Research group Van Someren
Publication year 2022
Published in Journal of Sleep Research
Authors J.E. Coppens, Eus Van Someren, Joy Perrier, Jessica Bruijel, Mikaël Naveau, Jennifer R Ramautar, Nicolas Delcroix, Oti Lakbila-Kamal, Diederick Stoffers, Nicolas Bessot,

Insomnia disorder has been associated with poor executive functioning. Functional imaging studies of executive functioning in insomnia are scarce and inconclusive. Because the Attentional Network Test relies on well-defined cortical networks and sensitively distinguishes different aspects of executive function, it might reveal brain functional alterations in relatively small samples of patients.

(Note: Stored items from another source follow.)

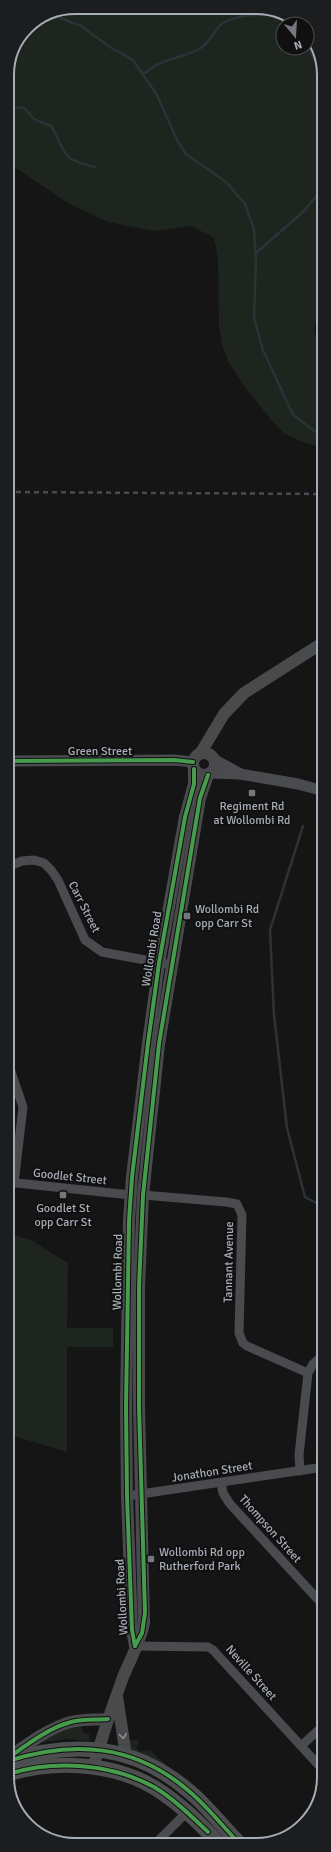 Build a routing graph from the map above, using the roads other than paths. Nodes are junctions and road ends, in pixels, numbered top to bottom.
1 (317, 646) edge
2 (213, 732) junction
3 (214, 758) junction
4 (14, 762) edge
5 (196, 762) junction
6 (210, 774) junction
7 (240, 774) junction
8 (317, 789) edge
9 (14, 864) edge
10 (159, 963) junction
11 (172, 965) junction
12 (14, 1081) edge
13 (14, 1164) edge
14 (14, 1183) edge
15 (137, 1195) junction
16 (317, 1360) edge
17 (308, 1373) junction
18 (317, 1468) edge
19 (300, 1471) junction
20 (221, 1483) junction
21 (141, 1495) junction
22 (127, 1496) junction
23 (317, 1598) edge
24 (135, 1646) junction
25 (117, 1693) junction
26 (108, 1719) junction
27 (317, 1731) edge
28 (301, 1746) junction
29 (98, 1749) junction
30 (14, 1754) edge
31 (126, 1756) junction
32 (14, 1759) edge
33 (317, 1763) edge
34 (93, 1768) junction
35 (14, 1772) edge
36 (187, 1812) junction
37 (161, 1838) edge
38 (213, 1838) edge
39 (234, 1838) edge

1 - 2 main road, Wollombi Road
2 - 3 main road
2 - 5 main road, Wollombi Road
3 - 5 main road
3 - 6 main road
3 - 7 street
4 - 5 street, Green Street
5 - 6 main road
5 - 10 main road, Wollombi Road
6 - 7 street
6 - 11 main road, Wollombi Road
7 - 8 street
9 - 10 street, Carr Street
10 - 11 street, Carr Street
10 - 15 main road, Wollombi Road
11 - 15 main road, Wollombi Road
12 - 13 street
14 - 15 street, Goodlet Street
15 - 17 street, Tannant Avenue
15 - 21 main road, Wollombi Road
15 - 22 main road, Wollombi Road
16 - 17 street
17 - 19 street
18 - 19 street, Jonathon Street
19 - 20 street, Jonathon Street
20 - 21 street, Jonathon Street
20 - 23 street, Thompson Street
21 - 22 street, Jonathon Street
21 - 24 main road, Wollombi Road
22 - 24 main road, Wollombi Road
24 - 25 main road, Wollombi Road
24 - 28 street, Neville Street
25 - 26 main road, Wollombi Road
25 -> 31 main road
26 - 29 main road, Wollombi Road
26 - 30 main road
27 - 28 street
28 - 33 street, Neville Street
29 - 31 highway
29 - 32 highway
29 - 34 main road, Wollombi Road
31 - 39 highway
34 - 35 highway
34 - 36 highway
36 - 37 street
36 - 38 highway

The current pilot study assessed functional connectivity during the Attentional Network Test performed using magnetic resonance imaging in 12 participants with insomnia and 13 self-defined good sleepers. ANCOVAs were used to evaluate group differences in performance and functional connectivity in the regions of interest representing the attentional networks (i.e. alerting, orienting and executive control) at p < 0.05, uncorrected. During the orienting part, participants with insomnia showed weaker connectivity of the precentral gyrus with the superior parietal lobe (false discovery rate-corrected), while they showed stronger connectivity between premotor and visual regions. Individual differences in connectivity between premotor and visual regions correlated inversely with reaction time. Reaction times suggested more efficient executive control in participants with insomnia compared with good sleepers. During the executive control part, participants with insomnia showed stronger connectivity of thalamic parts of the arousal circuit with the middle frontal and the occipital gyri. Conversely, connectivity between the inferior and superior frontal gyri was weaker. Participants with insomnia seem to recruit more cortical resources in visuo-motor regions to orient attention than good sleepers do, and seem to have enhanced executive control that relates to stronger connectivity of arousal-related thalamic areas. This latter result should be treated with caution and requires confirmation.